KANSAS CITY, Mo. -- Two-dimensional teenagers dance the twist on a dining room wall and a fully stocked liquor table still stands ready for drinking companions who once called at the home of Missouri's most famous muralist.
For the first time since their deaths in 1975, the stately 2 -story stone house which Thomas Hart and Rita Benton purchased for $6,000 in 1939 resounds to footsteps and voices.
The home turned museum, full of the Bentons' belongings and graced by many of the painter's famous works, opened its doors to the public April 16. Those who knew Benton from his art and his writings find much to recognize there.
'The house my wife Rita managed, with its dinners, musicales, discussion, and drinks, was an entertaining place,' Benton wrote in his autobiography, 'An Artist in America.'
Benton, a native of Neosho, wrote that the comforts of the Victorian-style home at 3616 Belleview was one of the reasons he stayed in Kansas City after he was fired from the Kansas City Art Institute job that had lured him from the New York art scene in 1935.
'I had just bought a Kansas City residence, a comfortable old stone house with trees and a garden and a big stable behind it, which I had turned into a studio, and I was attatched to all this. I had good neighbors and many friends,' he said.

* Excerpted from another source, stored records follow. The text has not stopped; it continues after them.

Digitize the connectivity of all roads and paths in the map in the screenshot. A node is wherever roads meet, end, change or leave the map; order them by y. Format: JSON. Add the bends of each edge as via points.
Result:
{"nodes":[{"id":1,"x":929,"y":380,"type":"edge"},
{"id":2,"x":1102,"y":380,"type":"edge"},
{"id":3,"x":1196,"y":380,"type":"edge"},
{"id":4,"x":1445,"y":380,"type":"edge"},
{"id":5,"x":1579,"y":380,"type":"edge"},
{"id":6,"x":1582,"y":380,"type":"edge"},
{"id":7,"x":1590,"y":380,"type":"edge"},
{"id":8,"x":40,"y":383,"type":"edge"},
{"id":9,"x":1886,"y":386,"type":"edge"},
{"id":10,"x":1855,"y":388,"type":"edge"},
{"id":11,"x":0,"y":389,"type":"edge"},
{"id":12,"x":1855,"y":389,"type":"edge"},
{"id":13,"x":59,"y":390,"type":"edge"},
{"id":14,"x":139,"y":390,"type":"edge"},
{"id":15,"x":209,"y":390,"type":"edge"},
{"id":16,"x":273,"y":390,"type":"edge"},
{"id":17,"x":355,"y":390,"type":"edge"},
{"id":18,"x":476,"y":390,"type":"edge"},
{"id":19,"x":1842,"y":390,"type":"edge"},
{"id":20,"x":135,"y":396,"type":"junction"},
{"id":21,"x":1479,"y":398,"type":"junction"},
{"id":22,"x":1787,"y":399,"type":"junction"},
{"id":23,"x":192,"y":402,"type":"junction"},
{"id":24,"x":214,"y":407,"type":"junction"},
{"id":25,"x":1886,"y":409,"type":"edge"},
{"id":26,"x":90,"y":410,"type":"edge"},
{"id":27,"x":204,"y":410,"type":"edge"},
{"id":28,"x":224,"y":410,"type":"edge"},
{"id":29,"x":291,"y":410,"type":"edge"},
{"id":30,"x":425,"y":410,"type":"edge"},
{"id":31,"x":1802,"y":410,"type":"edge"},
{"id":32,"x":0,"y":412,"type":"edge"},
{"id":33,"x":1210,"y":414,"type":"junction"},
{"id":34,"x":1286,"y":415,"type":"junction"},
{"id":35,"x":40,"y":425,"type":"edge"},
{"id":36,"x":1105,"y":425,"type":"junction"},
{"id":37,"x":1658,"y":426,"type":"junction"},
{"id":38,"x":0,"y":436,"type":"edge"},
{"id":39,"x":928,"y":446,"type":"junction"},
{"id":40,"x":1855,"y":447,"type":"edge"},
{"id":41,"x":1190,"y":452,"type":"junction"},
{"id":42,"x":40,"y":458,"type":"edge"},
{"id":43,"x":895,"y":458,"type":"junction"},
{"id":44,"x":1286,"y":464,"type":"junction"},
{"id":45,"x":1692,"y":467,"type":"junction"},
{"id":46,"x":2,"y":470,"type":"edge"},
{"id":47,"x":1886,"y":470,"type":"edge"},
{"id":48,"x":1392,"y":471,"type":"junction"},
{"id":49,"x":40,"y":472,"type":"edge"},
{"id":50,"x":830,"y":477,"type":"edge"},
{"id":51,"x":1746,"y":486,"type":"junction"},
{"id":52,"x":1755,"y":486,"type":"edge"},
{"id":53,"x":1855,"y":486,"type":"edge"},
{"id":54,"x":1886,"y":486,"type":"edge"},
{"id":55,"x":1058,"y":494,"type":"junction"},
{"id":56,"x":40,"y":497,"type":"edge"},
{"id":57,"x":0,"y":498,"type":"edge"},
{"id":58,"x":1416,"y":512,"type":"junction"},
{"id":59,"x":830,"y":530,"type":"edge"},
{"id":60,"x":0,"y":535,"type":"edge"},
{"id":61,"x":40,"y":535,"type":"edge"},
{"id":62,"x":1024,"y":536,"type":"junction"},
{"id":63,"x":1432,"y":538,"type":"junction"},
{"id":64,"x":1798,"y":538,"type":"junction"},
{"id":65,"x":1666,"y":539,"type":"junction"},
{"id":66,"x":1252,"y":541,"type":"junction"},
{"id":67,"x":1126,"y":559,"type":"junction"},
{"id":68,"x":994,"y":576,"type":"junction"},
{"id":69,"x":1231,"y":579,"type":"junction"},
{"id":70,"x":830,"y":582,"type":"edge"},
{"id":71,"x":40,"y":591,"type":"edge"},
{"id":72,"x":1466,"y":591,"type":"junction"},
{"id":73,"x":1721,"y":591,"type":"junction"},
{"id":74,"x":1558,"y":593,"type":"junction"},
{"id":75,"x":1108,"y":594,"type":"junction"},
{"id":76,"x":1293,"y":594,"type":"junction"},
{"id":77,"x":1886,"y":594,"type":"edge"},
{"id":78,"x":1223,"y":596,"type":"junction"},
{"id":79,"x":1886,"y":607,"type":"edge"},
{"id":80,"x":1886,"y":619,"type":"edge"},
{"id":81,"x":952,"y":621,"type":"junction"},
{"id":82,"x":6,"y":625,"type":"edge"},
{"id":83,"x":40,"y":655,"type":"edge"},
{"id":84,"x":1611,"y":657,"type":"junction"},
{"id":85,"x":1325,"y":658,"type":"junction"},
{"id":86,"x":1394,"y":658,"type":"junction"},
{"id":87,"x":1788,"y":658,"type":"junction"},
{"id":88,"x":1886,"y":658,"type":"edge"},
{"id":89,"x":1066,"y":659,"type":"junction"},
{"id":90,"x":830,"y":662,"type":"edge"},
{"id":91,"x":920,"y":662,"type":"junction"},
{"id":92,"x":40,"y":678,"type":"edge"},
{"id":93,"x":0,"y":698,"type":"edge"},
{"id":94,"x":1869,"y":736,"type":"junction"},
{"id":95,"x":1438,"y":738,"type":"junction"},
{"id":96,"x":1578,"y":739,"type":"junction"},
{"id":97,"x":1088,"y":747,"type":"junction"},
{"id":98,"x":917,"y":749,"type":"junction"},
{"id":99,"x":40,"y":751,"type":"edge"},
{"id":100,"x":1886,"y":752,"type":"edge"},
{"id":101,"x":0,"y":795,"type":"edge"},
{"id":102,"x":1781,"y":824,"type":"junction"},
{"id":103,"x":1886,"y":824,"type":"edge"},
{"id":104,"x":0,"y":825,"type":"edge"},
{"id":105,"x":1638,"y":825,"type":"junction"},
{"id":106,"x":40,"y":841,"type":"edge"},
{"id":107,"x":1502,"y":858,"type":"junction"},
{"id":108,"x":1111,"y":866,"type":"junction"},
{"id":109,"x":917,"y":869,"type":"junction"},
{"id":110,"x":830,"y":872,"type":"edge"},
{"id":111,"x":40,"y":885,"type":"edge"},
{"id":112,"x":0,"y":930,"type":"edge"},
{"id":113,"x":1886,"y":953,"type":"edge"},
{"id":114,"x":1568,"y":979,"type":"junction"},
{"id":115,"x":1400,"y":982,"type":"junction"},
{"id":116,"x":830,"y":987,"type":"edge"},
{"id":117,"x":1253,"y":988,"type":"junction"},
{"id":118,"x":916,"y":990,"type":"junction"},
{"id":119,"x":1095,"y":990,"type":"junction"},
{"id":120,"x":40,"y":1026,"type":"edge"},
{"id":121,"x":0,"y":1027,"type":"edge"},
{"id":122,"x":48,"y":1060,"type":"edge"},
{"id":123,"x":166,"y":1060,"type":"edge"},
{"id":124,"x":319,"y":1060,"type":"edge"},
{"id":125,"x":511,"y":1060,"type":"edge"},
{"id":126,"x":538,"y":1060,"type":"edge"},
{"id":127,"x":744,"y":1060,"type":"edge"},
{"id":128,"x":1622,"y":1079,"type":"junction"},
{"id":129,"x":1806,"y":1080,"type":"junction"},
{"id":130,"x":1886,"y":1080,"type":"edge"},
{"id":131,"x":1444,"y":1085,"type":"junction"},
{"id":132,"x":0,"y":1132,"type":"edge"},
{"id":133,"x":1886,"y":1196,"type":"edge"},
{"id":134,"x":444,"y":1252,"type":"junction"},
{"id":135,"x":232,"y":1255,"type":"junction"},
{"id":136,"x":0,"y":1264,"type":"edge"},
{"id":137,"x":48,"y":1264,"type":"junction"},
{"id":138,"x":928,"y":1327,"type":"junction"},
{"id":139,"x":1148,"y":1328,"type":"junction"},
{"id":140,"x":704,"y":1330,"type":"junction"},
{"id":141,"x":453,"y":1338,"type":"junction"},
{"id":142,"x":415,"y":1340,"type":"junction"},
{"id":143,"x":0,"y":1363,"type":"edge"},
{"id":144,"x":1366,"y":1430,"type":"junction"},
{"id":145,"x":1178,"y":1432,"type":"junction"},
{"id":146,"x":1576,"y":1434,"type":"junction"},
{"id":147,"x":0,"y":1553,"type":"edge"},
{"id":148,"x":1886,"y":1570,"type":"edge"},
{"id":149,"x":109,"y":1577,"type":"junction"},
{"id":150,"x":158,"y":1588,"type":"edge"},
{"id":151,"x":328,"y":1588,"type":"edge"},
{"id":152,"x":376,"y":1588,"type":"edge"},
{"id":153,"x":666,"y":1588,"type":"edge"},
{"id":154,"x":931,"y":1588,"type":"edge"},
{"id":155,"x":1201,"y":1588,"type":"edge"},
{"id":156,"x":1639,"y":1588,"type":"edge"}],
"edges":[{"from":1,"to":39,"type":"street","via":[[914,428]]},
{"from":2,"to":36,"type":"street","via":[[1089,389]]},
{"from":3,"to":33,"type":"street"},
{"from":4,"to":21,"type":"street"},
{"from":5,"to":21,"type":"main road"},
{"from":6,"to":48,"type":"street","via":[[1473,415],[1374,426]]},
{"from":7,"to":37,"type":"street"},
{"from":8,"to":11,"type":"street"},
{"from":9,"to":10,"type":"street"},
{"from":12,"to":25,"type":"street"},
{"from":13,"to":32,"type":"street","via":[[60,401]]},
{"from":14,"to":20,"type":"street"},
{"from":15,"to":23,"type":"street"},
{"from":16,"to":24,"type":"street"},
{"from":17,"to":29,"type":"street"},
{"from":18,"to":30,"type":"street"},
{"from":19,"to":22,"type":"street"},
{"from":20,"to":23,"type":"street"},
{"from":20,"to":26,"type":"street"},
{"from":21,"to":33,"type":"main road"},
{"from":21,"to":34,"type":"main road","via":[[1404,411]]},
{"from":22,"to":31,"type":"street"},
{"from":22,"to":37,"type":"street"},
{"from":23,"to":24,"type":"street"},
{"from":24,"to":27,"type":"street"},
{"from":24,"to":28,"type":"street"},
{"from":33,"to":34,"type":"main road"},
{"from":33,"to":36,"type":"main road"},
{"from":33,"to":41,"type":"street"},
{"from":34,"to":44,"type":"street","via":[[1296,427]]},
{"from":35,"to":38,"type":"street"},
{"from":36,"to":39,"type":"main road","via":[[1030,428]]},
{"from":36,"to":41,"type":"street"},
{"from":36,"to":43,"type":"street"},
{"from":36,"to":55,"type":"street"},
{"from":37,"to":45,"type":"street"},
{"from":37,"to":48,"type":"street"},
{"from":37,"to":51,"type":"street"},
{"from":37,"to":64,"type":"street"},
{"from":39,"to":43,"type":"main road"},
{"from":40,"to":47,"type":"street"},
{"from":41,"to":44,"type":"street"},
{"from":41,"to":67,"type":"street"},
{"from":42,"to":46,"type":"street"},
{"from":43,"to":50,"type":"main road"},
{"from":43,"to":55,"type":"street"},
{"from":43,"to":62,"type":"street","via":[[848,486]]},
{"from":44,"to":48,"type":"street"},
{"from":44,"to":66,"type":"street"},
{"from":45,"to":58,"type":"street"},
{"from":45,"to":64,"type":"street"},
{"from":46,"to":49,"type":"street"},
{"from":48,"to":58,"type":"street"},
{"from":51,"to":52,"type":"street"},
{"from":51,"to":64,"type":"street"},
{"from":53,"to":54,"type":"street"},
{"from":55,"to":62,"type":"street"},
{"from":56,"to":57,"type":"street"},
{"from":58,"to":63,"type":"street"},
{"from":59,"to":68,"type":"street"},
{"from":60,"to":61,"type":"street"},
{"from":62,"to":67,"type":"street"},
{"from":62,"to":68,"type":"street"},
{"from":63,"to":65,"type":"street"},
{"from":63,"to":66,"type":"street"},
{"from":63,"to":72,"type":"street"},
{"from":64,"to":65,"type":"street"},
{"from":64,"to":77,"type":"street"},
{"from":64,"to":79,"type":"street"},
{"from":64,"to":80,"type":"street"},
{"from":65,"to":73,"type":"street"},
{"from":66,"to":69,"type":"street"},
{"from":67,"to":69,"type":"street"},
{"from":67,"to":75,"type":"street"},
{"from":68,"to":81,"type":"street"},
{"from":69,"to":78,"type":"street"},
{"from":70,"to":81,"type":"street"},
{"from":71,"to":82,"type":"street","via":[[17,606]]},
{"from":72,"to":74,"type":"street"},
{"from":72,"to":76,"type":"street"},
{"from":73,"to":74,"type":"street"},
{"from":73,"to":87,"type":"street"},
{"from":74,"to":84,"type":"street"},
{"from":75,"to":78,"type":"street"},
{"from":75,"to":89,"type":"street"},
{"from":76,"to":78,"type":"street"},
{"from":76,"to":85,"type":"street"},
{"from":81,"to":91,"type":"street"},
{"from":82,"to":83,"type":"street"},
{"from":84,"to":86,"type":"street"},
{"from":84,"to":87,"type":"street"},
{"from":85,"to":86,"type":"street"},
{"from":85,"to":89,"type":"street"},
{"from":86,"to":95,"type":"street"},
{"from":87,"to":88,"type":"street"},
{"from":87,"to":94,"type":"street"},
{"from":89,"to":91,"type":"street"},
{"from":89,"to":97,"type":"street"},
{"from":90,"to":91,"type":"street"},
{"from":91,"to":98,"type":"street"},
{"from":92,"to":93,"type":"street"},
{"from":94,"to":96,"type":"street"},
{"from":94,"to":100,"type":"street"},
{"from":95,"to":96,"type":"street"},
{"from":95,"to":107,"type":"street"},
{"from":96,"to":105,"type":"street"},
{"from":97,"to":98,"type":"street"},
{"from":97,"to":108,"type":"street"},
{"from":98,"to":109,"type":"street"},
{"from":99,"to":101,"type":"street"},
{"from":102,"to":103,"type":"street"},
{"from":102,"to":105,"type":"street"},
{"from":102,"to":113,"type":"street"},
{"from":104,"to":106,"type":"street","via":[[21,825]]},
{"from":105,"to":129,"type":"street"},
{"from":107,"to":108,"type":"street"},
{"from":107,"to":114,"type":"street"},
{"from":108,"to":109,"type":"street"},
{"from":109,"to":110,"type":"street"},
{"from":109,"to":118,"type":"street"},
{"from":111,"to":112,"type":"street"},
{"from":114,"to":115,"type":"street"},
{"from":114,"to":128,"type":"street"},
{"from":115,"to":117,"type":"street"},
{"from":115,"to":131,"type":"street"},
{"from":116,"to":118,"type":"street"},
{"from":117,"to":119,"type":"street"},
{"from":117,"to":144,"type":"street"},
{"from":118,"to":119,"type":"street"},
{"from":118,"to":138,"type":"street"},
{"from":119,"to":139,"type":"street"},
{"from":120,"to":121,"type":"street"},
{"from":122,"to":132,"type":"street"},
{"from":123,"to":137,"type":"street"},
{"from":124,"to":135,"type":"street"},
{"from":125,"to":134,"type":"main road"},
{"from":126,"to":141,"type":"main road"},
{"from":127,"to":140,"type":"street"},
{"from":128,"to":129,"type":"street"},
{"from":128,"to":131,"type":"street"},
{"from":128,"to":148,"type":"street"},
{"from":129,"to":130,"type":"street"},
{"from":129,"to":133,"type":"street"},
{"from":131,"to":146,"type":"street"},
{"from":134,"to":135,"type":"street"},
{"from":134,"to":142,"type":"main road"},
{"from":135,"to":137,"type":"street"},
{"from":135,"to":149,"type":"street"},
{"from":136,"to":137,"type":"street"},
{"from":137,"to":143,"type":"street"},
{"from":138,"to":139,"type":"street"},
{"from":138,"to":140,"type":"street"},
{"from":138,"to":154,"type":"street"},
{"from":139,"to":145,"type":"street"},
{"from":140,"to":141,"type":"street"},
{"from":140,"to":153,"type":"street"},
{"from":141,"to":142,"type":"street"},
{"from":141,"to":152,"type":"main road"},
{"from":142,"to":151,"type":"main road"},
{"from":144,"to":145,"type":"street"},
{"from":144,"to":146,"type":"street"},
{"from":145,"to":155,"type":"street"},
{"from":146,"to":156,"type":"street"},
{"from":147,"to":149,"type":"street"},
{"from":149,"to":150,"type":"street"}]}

Benton was fired from his job as head of the painting department for his alleged bad influence on youth and for telling reporters he would rather see his paintings in saloons and bordellos than in 'graveyard' museums.
It was in that stable-studio that Benton died in 1975, having just completed his final mural 'The Sources of Country Music.'
The Missouri Department of Natural Resources administers the home acquired for $77,000 from the Benton estate in 1977. More than $200,000 was spent on its restoration.
Onsite Administrator Dudley McGovern and his wife have lived alongside the air conditioning equipment on the building's third floor for five years. McGovern catalogued everything in the home to establish it as a biographical history museum.
'We didn't have everything Tom and his family owned but it looks like it,' he said.
Benton was proud of the house stocked with oriental rugs and slipcovered furniture. In the early 1940's Frank Lloyd Wright, who had designed a house built next to the Bentons', stopped by for a visit. He called the house -- built in 1903 -- a 'rat trap' and told Benton he ought to let him design a proper home and studio.
Creekmore Fath, Austin attorney and compiler of a book of Benton lithographs said Benton, who knew there was trouble at his neighbors' flat-roofed house, had a ready answer.
'I told him, no sir, under no circumstances do I want to live in a Wright-designed house. I can't take the chance of having my roof leak all over my work,' Benton told Fath.
The work of other members of the Benton family is displayed in the museum. In the living room hangs 'South Beach' by Rita Benton, an unfinished tapestry with a needle still attatched.
The beveled glass windows in the main entrance and one of the windows in the master bedroom are painted with daughter Jessie's childhood rendition of stained-glass saints.
Displayed alongside several still life studies are the bowls and vases that appear in them.
Even the ice bucket sitting with Benton's liquor in the dining room pops up in a painting hanging just a few feet away. The 1964 work, called 'Dancers' or 'The Twist' is a riot of color and contorting young bodies. Jessie is painted in a far corner, getting ready to change the record.
Opening into the dining room is Rita Benton's up-to-date kitchen, including a Waring blender on the counter and a shopping list dangling from a magnet on the refrigerator.
Upstairs with the bedrooms is Benton's library and its stacks of Readers Digest and National Geographics. On the wall hangs a photo of Benton posing with Harry S. Truman at the mural he created for the presidential library in Independence.
The musty carriage house studio -- stocked with paints, frames and brushes -- completes the tour with a display not only of how Benton painted, but also of what he ate. If it came in a can or a jar, the container made its way to the studio.
On a worktable lies Benton's harmonica and stacked in a corner is a pile of scores for it, a reminder of the family penchant for music that led to the recording of an album -- 'Saturday Night at the Bentons.'
Benton died Jan. 19, 1975. Rita died less than three months later, on April 9.